If you have API consumers who identify with keys from a particular collection, use these options to control access and usage of your API.

  • User quota settings determine the maximum number of requests that API consumers can send to your API within a specific time period. When the quota limit is reached, ​Akamai​ edge servers stop forwarding requests to your origin server. The traffic returns to normal after the quota reset. Use the Generate a report operation to create quota reports that help you learn about the quota usage in your key collections.
  • API throttling lets you specify counters that limit the incoming API traffic. Throttling counters increase whenever an incoming request meets their corresponding throttling conditions. These conditions can either be API keys or ACL entries such as API endpoints, resources, or HTTP methods.
  • Access control lists (ACLs) provide information about endpoints and resources accessible to API consumers.

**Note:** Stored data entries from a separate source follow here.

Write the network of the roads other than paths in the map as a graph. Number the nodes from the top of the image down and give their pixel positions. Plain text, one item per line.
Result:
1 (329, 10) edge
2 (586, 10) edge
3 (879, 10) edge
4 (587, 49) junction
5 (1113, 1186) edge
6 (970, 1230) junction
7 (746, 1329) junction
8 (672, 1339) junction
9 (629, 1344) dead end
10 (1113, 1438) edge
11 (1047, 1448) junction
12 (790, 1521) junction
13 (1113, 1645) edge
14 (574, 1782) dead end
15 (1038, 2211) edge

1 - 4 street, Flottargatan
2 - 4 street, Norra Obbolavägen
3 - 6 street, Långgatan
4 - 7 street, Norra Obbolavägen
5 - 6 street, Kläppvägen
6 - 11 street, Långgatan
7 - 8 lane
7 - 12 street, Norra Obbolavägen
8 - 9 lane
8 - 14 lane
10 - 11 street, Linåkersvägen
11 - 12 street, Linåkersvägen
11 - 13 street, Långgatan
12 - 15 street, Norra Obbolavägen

User quotas and API throttling limit the number of requests API consumers can send to your API within a specific time period. This table shows the main differences between these features:

User quota

API throttling

You can only associate a quota with a key collection. The quota limit increases whenever API consumers include API keys from that key collection in requests to your registered APIs.

You can associate a throttling counter with a condition, such as an API key, any HTTP method, API resource, or API endpoint. Depending on your configuration, a throttling counter may increase whenever an incoming request meets a condition, or any combination of conditions.

You can schedule a quota window for durations ranging from one hour to one month.

The time period for API throttling always equals one second.

Once a quota is full, it requires an automatic or manual reset to allow any subsequent requests with a given API key.

Throttling doesn’t require a reset. It operates based on a moving average. If a throttling counter reaches its limit, an API consumer needs to wait five seconds before making another request.